The organisation has also clearly hired a good PR agency; the much-loathed archaic interpretation of sharia has been replaced by claptrap rhetoric usually spewed out by seasoned politicians: “Everybody has been pardoned. Nobody is going to be treated with revenge. The youths who have talents, who have grown up here – we do not want them to leave. These are our assets, we would like them to stay.”

Even women got the silky smooth treatment: “The Islamic Emirate is committed to the rights of women within the framework of sharia. Our sisters will have the same rights, and will be able to benefit from their rights.”

In the same breath though, they added that the role of women in society will actually be determined by a religious council. Look out for the press release.

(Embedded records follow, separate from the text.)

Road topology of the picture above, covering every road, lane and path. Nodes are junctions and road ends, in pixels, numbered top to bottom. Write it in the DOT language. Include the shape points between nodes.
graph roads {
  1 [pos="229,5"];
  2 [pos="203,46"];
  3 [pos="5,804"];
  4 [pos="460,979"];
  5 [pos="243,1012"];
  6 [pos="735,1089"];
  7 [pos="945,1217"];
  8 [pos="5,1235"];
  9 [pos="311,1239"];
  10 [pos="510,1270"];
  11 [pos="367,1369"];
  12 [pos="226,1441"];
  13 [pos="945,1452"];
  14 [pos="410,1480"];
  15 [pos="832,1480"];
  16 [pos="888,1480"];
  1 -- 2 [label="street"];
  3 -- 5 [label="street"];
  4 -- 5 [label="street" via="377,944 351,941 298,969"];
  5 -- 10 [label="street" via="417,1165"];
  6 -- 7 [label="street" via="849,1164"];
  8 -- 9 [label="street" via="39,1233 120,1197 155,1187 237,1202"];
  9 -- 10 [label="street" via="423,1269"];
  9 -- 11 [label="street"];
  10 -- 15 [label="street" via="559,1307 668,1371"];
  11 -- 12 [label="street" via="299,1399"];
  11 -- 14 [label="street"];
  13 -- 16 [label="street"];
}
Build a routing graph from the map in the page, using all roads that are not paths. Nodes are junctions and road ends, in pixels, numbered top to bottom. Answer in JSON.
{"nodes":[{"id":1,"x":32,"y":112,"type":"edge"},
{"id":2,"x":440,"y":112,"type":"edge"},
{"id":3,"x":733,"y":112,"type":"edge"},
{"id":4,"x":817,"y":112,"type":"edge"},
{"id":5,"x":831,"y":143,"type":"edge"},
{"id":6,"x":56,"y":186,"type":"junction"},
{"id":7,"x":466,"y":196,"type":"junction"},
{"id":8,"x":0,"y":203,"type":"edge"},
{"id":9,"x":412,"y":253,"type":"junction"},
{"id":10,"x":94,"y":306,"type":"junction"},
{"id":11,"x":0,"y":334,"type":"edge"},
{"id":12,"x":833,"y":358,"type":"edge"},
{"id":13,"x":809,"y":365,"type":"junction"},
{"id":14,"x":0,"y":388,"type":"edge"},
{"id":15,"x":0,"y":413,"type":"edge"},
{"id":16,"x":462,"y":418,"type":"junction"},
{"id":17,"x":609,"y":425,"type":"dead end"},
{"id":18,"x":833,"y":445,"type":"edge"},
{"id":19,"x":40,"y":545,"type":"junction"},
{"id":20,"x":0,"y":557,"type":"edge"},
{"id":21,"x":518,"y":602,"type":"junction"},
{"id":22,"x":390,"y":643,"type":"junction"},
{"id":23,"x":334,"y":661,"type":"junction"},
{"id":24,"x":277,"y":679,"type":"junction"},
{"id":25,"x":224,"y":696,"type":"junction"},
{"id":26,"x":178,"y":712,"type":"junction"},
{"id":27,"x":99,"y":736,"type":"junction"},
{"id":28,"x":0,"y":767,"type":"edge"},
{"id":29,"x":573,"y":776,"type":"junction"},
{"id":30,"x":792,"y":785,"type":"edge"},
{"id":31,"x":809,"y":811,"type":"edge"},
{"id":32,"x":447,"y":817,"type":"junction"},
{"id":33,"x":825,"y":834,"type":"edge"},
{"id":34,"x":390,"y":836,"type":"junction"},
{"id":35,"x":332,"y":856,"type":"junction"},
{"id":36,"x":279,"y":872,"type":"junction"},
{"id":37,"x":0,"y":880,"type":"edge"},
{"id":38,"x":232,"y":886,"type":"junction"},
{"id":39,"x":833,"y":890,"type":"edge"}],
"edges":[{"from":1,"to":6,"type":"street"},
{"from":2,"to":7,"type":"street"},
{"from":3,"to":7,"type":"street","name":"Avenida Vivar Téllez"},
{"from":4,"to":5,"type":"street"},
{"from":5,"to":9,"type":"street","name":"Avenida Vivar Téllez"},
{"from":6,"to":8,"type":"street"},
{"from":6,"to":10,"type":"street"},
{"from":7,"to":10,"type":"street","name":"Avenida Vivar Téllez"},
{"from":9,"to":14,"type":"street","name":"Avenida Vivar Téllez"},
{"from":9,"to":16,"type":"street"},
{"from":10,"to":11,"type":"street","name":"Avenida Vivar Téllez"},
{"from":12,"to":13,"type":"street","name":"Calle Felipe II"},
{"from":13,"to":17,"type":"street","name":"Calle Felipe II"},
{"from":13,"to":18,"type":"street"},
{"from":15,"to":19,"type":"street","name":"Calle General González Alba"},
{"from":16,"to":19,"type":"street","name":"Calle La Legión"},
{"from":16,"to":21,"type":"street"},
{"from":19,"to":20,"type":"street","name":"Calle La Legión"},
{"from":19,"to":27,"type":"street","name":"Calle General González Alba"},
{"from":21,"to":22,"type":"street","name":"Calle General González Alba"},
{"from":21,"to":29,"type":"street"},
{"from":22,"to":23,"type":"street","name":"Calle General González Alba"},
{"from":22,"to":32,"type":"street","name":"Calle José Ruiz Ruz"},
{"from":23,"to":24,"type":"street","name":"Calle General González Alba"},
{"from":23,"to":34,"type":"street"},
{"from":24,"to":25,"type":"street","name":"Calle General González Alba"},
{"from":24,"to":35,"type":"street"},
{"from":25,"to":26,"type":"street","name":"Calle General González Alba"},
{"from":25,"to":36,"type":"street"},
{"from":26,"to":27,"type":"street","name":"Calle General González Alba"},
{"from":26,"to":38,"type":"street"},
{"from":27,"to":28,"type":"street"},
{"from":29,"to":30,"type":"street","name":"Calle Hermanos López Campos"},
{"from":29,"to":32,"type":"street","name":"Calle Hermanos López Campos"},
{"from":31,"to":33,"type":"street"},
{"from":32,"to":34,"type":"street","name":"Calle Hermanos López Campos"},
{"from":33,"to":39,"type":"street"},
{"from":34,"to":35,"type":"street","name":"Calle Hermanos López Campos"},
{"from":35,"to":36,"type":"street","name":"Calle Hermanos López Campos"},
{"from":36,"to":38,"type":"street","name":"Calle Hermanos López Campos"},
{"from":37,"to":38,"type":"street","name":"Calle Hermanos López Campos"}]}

As Taliban leaders worked on mass conversion to its new testament, their fighters worked out at gyms in Kabul. Understandably so, they had just arrived in a new city, looking good must be a priority. Insurgents filmed themselves exercising in deserted gyms, dumb-bells in one hand, rocket launcher in the other. Recurring theme here.

Elsewhere in the city, fighters wearing bright and colourful shalwar kameez suits and sporting trendy trainers came down hard on residents wearing ... bright and colourful shalwar kameez suits.

Too Western; head-to-toe robes and burkas only! This in a city that had grown accustomed to embracing the latest fashions and Western-style dressing.

As Taliban 2.0 vacillates between caveman and 21st century man, ordinary Afghans trapped in a nightmare turn to Mecca as the adhan sounds out. The prayer on their lips ... Would the real Taliban please stand up?